Creamy Mexican Turkey Soup

This recipe has been featured in a post on The Recipe Girl blog: Leftover Turkey Recipes
This soup is gluten-free adaptable- see *tips below the recipe…

Creamy Mexican Turkey Soup

Yield: 6 servings

Prep Time:25 min

Cook Time:35 min

Ingredients:

1 Tablespoon canola or vegetable oil
1 large carrot, peeled and chopped
1 stalk celery, chopped
1 cup chopped yellow onion
2 cloves garlic, minced
3 cups chicken or turkey stock or broth
1 can diced green chilies, drained
2 cups 1% milk
1/4 cup all-purpose flour
1 teaspoon salt
1 teaspoon chili powder
1/2 teaspoon ground cumin
2 cups shredded turkey
3/4 cup corn, fresh or frozen
3 Tablespoons chopped fresh cilantro
1 cup grated Monterey Jack cheese

Directions:

1. In a large stockpot, heat oil over medium-high heat. Add vegetables and garlic and sauté for 5 minutes. Add broth and bring to a boil. Reduce heat to medium-low and simmer, covered, for about 10 minutes. Add chiles.

2. In a bowl, whisk together milk, flour, salt, chili powder and cumin. Increase heat to high and whisk milk mixture into soup. Stir until thick and bubbly, about five minutes. Reduce heat to low. Add turkey, corn, cilantro and cheese; stir until cheese is melted and soup is hot, 5 to 10 minutes.

Tips:

*If preparing this recipe as gluten-free, substitute another thickener in place of the all-purpose flour- cornstarch or tapioca flour work well.
*You could certainly substitute shredded chicken for the turkey.

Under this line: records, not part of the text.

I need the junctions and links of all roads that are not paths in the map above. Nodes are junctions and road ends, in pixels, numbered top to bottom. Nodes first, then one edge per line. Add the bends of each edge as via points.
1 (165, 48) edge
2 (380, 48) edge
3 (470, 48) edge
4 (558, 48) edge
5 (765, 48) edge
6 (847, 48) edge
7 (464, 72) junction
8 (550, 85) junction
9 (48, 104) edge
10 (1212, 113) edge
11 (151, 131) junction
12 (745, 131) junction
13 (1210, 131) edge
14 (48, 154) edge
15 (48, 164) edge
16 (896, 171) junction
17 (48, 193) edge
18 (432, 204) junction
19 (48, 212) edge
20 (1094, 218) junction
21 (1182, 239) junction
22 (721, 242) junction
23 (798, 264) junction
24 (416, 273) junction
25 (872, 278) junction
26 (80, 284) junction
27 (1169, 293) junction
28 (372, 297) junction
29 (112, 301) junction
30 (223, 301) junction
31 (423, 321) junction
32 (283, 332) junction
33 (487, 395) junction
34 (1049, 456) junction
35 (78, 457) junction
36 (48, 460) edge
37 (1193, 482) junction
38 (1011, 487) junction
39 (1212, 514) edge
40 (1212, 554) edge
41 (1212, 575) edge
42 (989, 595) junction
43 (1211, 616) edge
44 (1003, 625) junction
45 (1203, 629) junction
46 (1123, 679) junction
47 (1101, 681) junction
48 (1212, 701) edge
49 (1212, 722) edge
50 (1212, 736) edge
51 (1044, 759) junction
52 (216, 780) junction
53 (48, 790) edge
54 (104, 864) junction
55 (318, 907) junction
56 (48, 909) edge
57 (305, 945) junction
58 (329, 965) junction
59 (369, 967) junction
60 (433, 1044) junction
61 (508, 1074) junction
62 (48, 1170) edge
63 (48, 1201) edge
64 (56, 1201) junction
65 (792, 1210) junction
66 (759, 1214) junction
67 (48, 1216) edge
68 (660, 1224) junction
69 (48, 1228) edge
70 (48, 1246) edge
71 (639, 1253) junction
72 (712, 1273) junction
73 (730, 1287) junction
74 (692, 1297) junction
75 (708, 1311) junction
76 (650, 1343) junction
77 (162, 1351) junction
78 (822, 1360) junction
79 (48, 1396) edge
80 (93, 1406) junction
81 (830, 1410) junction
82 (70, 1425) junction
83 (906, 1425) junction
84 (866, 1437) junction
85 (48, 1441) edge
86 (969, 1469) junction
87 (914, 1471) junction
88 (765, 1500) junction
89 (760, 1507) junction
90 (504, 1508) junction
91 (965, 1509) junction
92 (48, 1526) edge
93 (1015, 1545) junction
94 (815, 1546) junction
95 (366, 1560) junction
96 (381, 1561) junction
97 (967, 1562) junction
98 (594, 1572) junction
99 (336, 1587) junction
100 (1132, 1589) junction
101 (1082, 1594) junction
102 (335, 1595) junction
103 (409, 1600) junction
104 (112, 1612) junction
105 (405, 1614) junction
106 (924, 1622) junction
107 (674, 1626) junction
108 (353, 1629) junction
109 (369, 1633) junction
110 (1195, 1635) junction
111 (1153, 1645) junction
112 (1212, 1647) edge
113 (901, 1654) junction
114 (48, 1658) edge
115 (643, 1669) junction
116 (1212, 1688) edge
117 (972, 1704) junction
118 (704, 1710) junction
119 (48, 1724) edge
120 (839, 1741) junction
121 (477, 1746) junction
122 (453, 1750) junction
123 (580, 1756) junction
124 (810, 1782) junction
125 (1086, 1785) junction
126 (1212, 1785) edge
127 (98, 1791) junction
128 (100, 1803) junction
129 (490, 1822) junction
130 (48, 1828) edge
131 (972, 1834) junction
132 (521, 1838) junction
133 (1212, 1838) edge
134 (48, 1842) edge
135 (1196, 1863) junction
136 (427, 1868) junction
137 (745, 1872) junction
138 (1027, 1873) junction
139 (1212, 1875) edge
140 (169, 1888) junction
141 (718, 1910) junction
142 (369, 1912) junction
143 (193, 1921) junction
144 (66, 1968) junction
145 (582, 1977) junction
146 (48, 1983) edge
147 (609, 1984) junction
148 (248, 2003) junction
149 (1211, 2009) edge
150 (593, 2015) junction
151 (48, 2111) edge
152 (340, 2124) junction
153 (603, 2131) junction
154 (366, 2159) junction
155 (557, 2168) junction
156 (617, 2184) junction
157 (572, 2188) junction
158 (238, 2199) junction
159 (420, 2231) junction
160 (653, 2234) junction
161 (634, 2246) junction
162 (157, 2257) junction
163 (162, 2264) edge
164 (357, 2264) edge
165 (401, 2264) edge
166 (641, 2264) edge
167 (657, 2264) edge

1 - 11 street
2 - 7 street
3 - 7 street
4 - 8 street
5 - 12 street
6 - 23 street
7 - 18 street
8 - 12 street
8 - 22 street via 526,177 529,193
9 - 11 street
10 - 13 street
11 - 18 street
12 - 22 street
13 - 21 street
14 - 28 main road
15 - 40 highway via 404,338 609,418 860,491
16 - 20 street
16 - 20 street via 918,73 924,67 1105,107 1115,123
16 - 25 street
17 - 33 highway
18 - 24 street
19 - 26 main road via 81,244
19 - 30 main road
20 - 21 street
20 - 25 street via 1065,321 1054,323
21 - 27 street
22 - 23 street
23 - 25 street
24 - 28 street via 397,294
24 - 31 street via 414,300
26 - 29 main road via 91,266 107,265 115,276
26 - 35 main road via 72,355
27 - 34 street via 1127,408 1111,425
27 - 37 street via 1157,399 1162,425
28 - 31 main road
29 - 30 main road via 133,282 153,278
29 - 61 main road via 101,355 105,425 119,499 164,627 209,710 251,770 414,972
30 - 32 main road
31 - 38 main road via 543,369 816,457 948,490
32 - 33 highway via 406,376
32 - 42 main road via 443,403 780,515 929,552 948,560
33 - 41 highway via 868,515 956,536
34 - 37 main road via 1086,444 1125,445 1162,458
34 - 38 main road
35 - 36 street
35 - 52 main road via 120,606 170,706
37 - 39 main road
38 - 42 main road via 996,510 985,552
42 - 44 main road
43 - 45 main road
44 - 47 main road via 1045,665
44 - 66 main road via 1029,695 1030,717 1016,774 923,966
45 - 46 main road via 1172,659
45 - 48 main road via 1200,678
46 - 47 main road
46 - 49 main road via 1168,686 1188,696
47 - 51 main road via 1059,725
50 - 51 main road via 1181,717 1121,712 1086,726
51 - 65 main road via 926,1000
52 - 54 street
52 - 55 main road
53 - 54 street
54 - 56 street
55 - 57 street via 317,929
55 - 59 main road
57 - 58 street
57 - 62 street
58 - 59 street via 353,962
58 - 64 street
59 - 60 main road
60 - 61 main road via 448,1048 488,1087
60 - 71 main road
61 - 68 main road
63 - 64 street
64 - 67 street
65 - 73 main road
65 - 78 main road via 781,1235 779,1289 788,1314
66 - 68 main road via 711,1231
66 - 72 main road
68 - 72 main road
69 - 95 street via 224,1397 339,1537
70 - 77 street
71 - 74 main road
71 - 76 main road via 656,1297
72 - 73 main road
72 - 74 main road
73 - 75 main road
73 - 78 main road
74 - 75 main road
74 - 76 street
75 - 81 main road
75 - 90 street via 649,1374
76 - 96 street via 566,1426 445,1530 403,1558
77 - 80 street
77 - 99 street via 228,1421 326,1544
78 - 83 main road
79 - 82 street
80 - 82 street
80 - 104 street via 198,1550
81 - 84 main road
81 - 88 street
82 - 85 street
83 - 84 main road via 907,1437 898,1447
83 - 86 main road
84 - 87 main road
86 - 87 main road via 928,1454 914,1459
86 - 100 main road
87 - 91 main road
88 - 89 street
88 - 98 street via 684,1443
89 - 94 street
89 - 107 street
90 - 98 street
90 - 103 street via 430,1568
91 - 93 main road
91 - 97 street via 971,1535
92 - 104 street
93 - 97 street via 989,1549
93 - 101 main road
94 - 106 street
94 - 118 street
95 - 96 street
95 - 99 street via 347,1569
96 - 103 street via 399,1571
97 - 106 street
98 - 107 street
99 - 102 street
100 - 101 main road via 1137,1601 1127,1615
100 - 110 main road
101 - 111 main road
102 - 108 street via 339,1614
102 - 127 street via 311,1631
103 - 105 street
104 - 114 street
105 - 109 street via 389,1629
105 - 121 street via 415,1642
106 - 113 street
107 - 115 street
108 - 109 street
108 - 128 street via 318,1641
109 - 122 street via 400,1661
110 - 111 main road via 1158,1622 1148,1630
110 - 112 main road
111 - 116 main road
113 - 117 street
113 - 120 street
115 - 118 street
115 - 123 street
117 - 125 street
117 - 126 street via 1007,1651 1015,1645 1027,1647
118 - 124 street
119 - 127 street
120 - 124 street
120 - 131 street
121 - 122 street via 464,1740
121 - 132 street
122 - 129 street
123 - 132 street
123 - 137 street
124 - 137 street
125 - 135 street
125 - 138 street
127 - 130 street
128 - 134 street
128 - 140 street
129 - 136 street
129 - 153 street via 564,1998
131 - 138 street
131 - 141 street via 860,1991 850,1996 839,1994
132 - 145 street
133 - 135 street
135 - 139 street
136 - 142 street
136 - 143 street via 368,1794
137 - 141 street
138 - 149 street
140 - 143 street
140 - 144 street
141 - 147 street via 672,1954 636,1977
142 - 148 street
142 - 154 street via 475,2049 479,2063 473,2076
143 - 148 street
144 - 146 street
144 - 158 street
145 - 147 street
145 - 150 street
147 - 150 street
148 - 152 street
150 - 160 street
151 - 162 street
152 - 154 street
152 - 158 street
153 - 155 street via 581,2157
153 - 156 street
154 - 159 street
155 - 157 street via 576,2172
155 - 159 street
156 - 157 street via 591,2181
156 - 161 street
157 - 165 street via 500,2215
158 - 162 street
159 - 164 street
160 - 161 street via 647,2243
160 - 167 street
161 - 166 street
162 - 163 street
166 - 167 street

Source: RecipeGirl.com (via The Big Book of Soups and Casseroles)

You Might Also Like...
Lori Lange of Recipe Girl

Meet The Author: Lori Lange

Leave a Comment

Your email address will not be published. Required fields are marked *

Comments

  • Anne wrote:

    This soup is delicious, simple, and fresh. I use my leftover turkey from Thanksgiving. It’s seriously one of my favorite reasons for Thanksgiving Turkey. Thanks!

  • Jesse wrote:

    I only have 2% milk, will that work too? 

    • Lori Lange wrote:

      yes.

  • Cheryl wrote:

    Made this today. Added a drained tin of mixed beans. Also used cheddar cheese. Came out very well according to quality control engineers in my house!

  • Kerri wrote:

    One of my favorites. And yes, it freezes well. I freeze it every year. Thanks for the great recipe!

  • Valerie wrote:

    Just made the soup – it had a great flavor and was very easy to make. Will definitely make again – thanks!

  • Lynn W wrote:

    Thanks for a great treat! Such a nice variation from regular turkey soup. Do you know if it freezes well? Thanks for sharing. Even my meat and potatoes husband liked it!

    • Lori Lange wrote:

      I have not tried to freeze this one, so I’m not sure.

  • Erin wrote:

    This soup is seriously tasty!! Thanks so much for sharing.

  • Sharon wrote:

    We are dairy free. Any experience with milk substitutes?

    • Lori Lange wrote:

      Haven’t done so, but maybe try almond or coconut milk?

  • Kelaine wrote:

    Hi, I’m going to make this over the weekend, can’t wait! How good is the soup at being reheated? Also, I’ve got to plan a somewhat bigger lunch including the soup… can you recommend anything else to serve with it? thanks!!

    • Lori Lange wrote:

      Should be fine for re-heating. I always serve bread and salad w/ soup!

  • Woody wrote:

    Made it tonight, but I added diced peppers to the sauté mix, and homine when the turkey is added, a little coriander in the spice mix, and a dash of chipotle Tabasco at serving!
    The red pepper makes the initial sauté more like sofrito, which is the traditional Spanish “trinity!” Used in spanish cooking. The homine gives it a tortilla taste, coriander speaks for itself, and the chipotle Tabasco at serving( you could add one adobo chipotle during the simmer) adds the last needed punch!
    Use these additions and you’ll have the absolute best soup you’ve ever had!

  • JT Manuszak wrote:

    The print version of this recipe never says when to put the broth in. I had to come back to the website to find out I was supposed to have put it in after cooking the veggies for 5 minutes and THEN simmered for 10.

    • Lori Lange wrote:

      Step 1 says, “add broth and bring to a boil.”

  • Patty wrote:

    I’ve made this three times since Thanksgiving, and we love it!
    Can you tell me the calories in this please?
    Thank you!

  • Jennifer Olson wrote:

    We have made this for three years now – it is a post Turkey Day tradition in our house! I love your website!!